A note on the word “async” (it means two different things here)

This trips up everyone, so let me kill the confusion directly. You’ll hear “async” twice in this stack and they are not the same thing:

  • Celery async = “do it later, in a different process.” That’s the cook. It’s how slow work gets off the request.
  • ASGI / Channels async = “handle many open connections at once in the same process.” That’s the floor staff juggling a hundred buzzers without dropping any. It’s how WebSockets are even possible.

Two unrelated mechanisms that happen to share a buzzword. Don’t let it knot your brain.

Redis is wearing three hats

One more thing worth saying plainly, because it confused my friend (and confuses everyone): Redis is one program doing several unrelated jobs. In a typical setup it’s:

  1. The Celery broker — the ticket rail (the job queue).
  2. The Channels layer — the pass (live broadcast between processes).
  3. A cache — a fast scratchpad for whatever else (sessions, rate limits, computed results).

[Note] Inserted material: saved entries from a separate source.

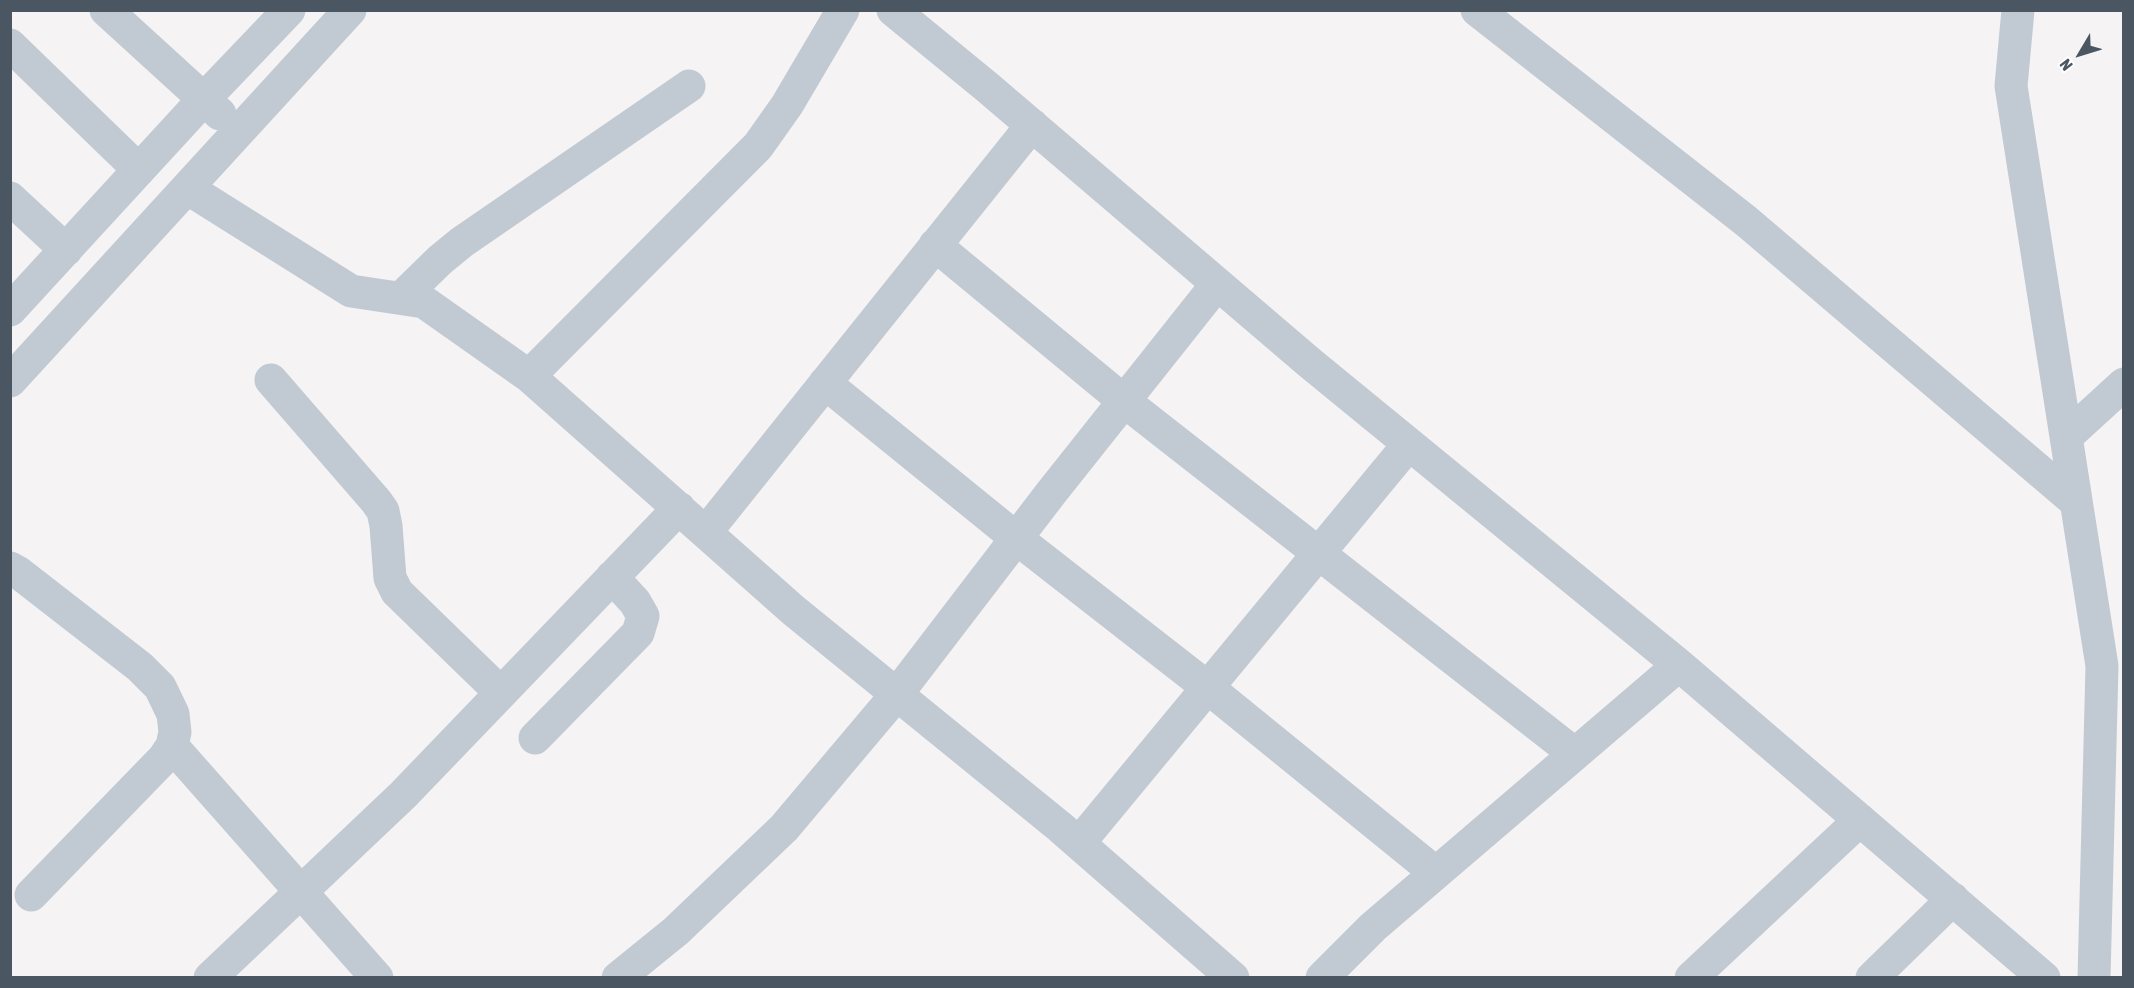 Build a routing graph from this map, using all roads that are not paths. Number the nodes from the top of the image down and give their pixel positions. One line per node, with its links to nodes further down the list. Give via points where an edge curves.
1 (106, 10): 10 (street)
2 (289, 10): 10 (street)
3 (350, 10): 12 (street)
4 (843, 10): 21 (street, via 759,146)
5 (892, 10): 11 (street)
6 (1477, 10): 29 (street, via 1746,221)
7 (2018, 10): 27 (street, via 2011,86)
8 (10, 45): 13 (street)
9 (689, 86): 19 (street, via 462,242)
10 (204, 99): 12 (street); 13 (street)
11 (1032, 125): 16 (street); 18 (street)
12 (238, 130): 14 (street)
13 (139, 170): 17 (street)
14 (187, 188): 19 (street, via 351,291); 23 (street)
15 (10, 198): 17 (street)
16 (935, 245): 24 (street); 26 (street)
17 (66, 250): 20 (street)
18 (1217, 284): 26 (street); 28 (street)
19 (401, 298): 21 (street, via 424,302)
20 (10, 310)
21 (530, 376): 30 (street)
22 (271, 380): 38 (street, via 383,511 390,578 397,592)
23 (10, 381)
24 (825, 383): 31 (street); 32 (street)
25 (2124, 384): 27 (street)
26 (1124, 401): 32 (street); 33 (street)
27 (2066, 437): 29 (street)
28 (1409, 444): 33 (street); 36 (street)
29 (2076, 502): 57 (street, via 2102,666)
30 (679, 508): 31 (street); 35 (street)
31 (706, 532): 39 (street, via 793,610)
32 (1016, 538): 37 (street); 39 (street)
33 (1319, 554): 37 (street); 42 (street)
34 (10, 568): 41 (street, via 140,667 160,687 173,714)
35 (612, 577): 38 (street); 40 (street, via 643,616 638,633)
36 (1679, 665): 42 (street); 43 (street)
37 (1207, 687): 44 (street); 45 (street)
38 (501, 693): 46 (street, via 403,795)
39 (897, 694): 44 (street); 51 (street, via 784,828 676,932)
40 (535, 738)
41 (172, 746): 46 (street); 47 (street, via 165,758)
42 (1575, 754): 45 (street)
43 (1860, 820): 48 (street); 54 (street)
44 (1078, 843): 52 (street)
45 (1436, 873): 53 (street)
46 (302, 890): 49 (street); 50 (street)
47 (31, 895)
48 (1953, 899): 55 (street); 56 (street)
49 (219, 974)
50 (377, 978)
51 (618, 978)
52 (1233, 978)
53 (1322, 978)
54 (1691, 978)
55 (1872, 978)
56 (2044, 978)
57 (2094, 978) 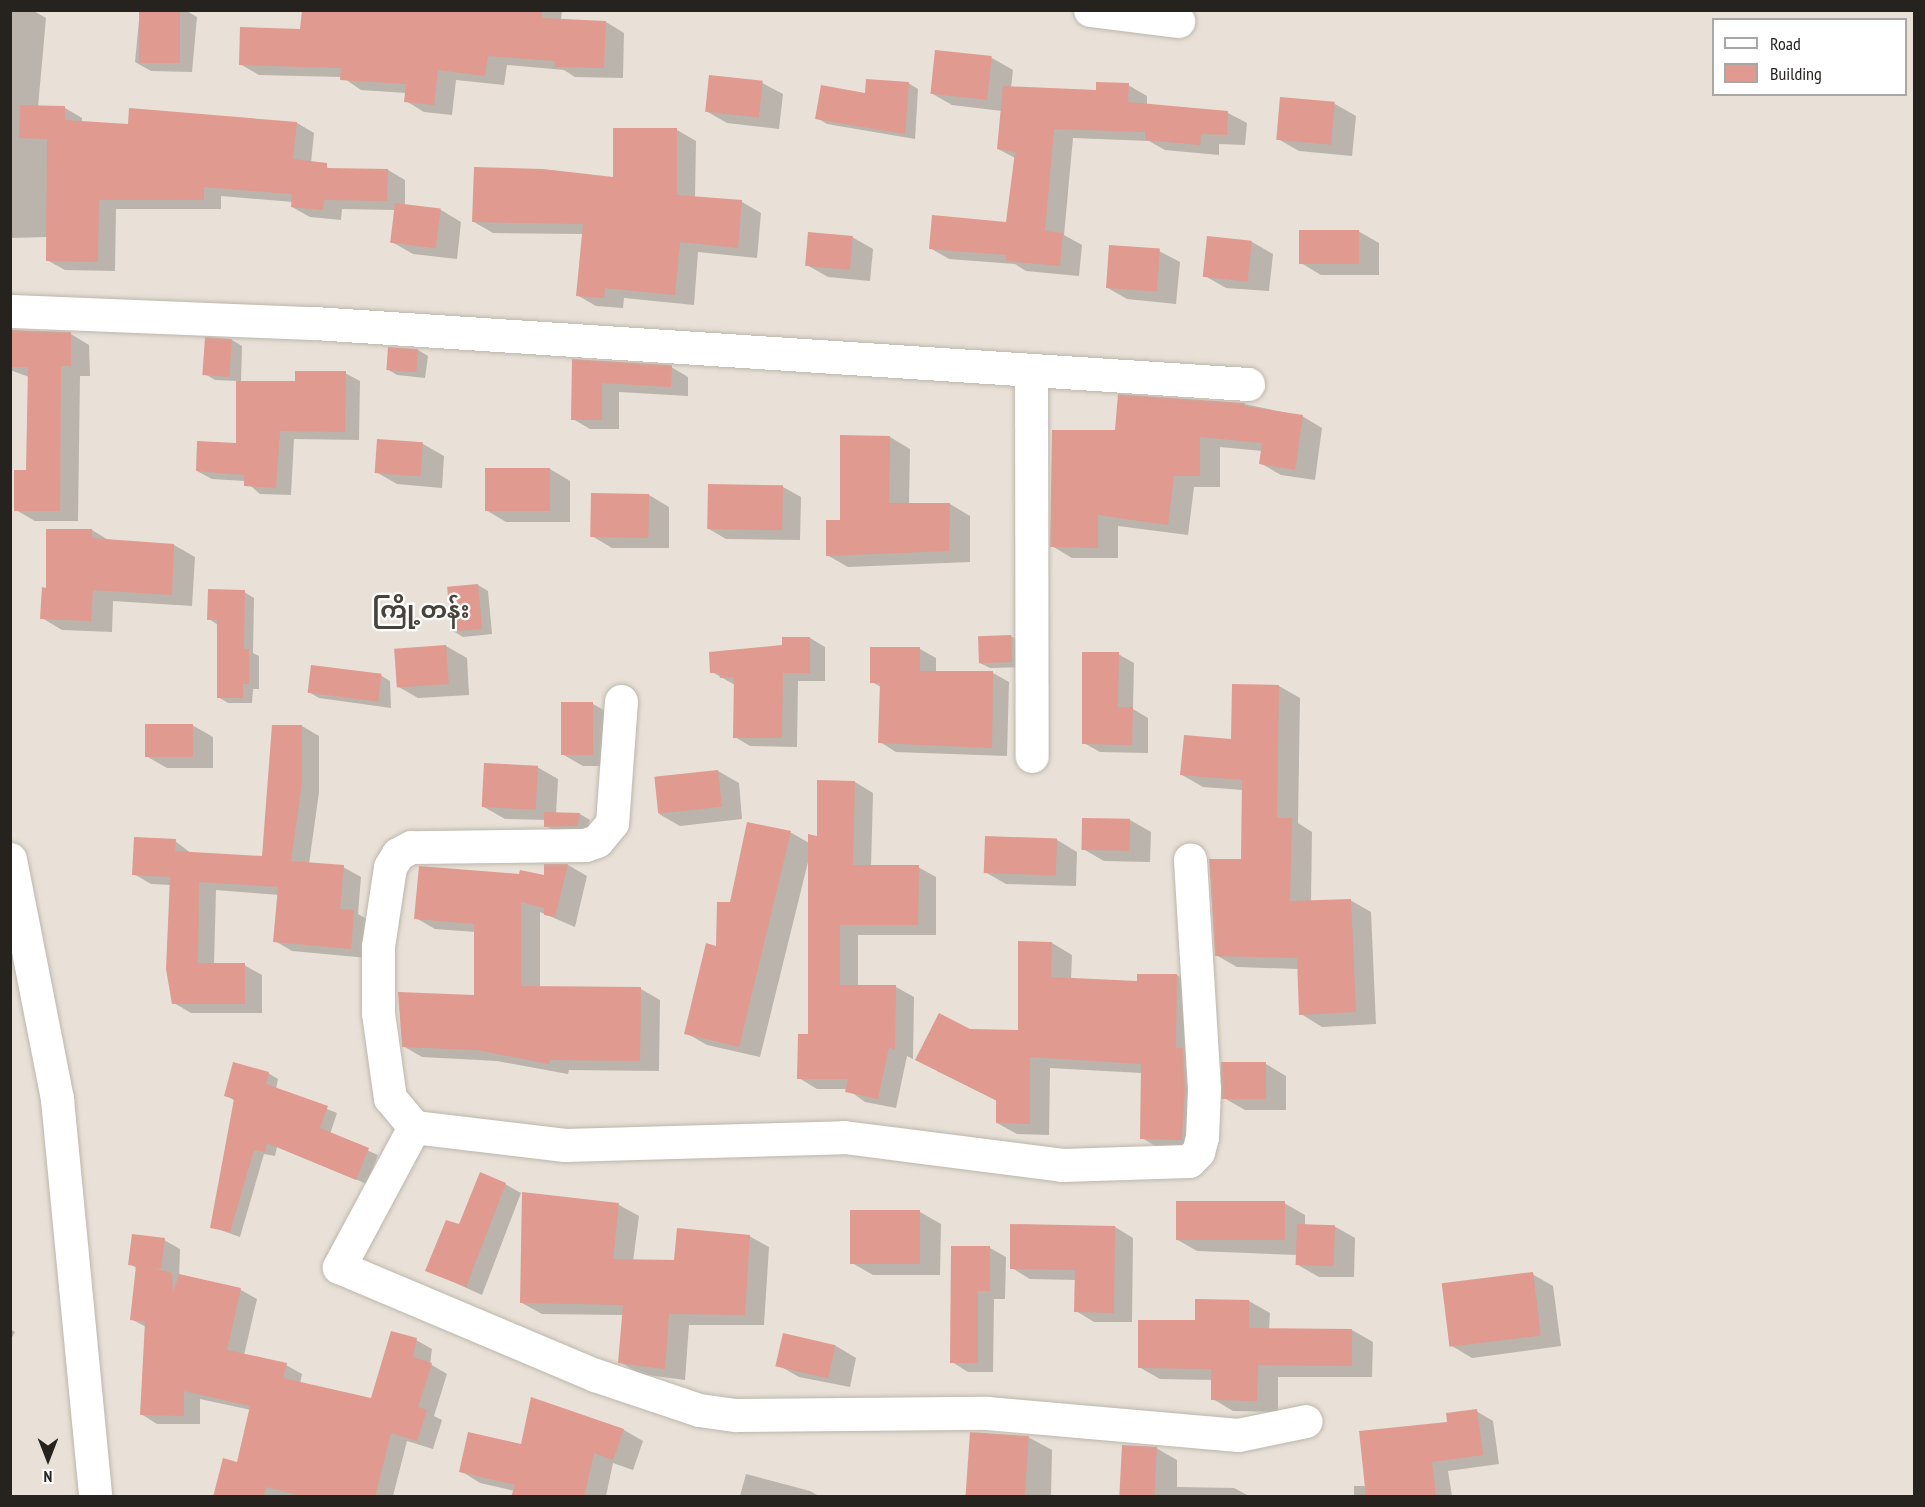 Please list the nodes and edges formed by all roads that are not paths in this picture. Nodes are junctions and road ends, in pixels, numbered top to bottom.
1 (1090, 10) edge
2 (1178, 21) dead end
3 (10, 311) edge
4 (1031, 371) junction
5 (1248, 384) dead end
6 (621, 701) dead end
7 (1032, 756) dead end
8 (10, 859) edge
9 (1190, 859) dead end
10 (16, 923) edge
11 (414, 1127) junction
12 (1306, 1421) dead end
13 (96, 1497) edge

1 - 2 street
3 - 4 street
4 - 5 street
4 - 7 street
6 - 11 street
8 - 10 street
9 - 11 street
10 - 13 street
11 - 12 street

These have nothing to do with each other. They’re just three different uses of the same fast shared store. So when you see “Redis” mentioned in three different settings blocks, don’t assume they’re linked — they’re three tenants in the same building.

How to actually navigate a project like this

Here’s the practical payoff — what I told my friend to do the next time he opens scary async Django. Don’t try to read it top to bottom. Instead, find each actor and trace the handoffs:

You’re looking for…Open thisThe tell
The waiter (fast path)views.pya normal view that ends in .delay(...)
The ticket hand-offthe .delay() callthis is where the request stops and a job begins
The cook (slow work)tasks.pyfunctions decorated @shared_task / @app.task
The “order up!” callinside the taska group_send(...) near the end
The buzzerconsumers.pya class extending ...WebsocketConsumer
Which buzzers ringthe group stringgroup_add in connect, same string in group_send
Which handler runsmatch type → method"a.b" in group_senda_b() in the consumer
The socket URL wiringrouting.py + asgi.pywebsocket_urlpatterns, ProtocolTypeRouter

And when something doesn’t work, debug it as a relay — pick a hop and ask “did the message make it this far?”

  • Job never runs? Is the Celery worker even running? (celery -A app worker.) Tickets pile up on the rail with no cook. Check the worker logs.
  • Job runs but the browser never updates? The cook cooked but the “order up” never reached the floor. Check the group_send fired, and that the type matches a consumer method name exactly.
  • Browser never connects at all? That’s the buzzer line itself — your ASGI server / routing, not Celery. Open the browser dev tools, Network tab, and watch the WS connection.

Tip worth its weight: in Chrome/Firefox dev tools, the Network → WS tab shows you the open WebSocket and every single frame that comes down it. It’s the single best way to see whether the buzzer is actually buzzing.

The takeaway

My friend’s confusion wasn’t a skill gap — it was a mental-model gap. He was trying to read the code like a single recipe, top to bottom, when it’s actually a kitchen: separate people, doing separate jobs, coordinating through a shared rail and a shared pass. Once that clicked, the “scattered” files weren’t scattered anymore. The waiter takes the order and writes a ticket. The cook pulls tickets and cooks. When a dish is up, it’s called out at the pass, and the right buzzer goes off. And Redis is the rail and the pass — the neutral meeting point that lets programs who can’t talk directly still run a busy service together.

If you remember one sentence, make it this: separate programs don’t call each other — they leave messages in Redis, and someone else picks them up. Everything else in Celery and Channels is just detail hanging off that idea.

The funniest part? By the end, the restaurant owner understood the architecture better than half the backend candidates I’ve interviewed. Turns out he’d been running a distributed, event-driven system with real-time notifications for fifteen years. He just called it “Friday night.”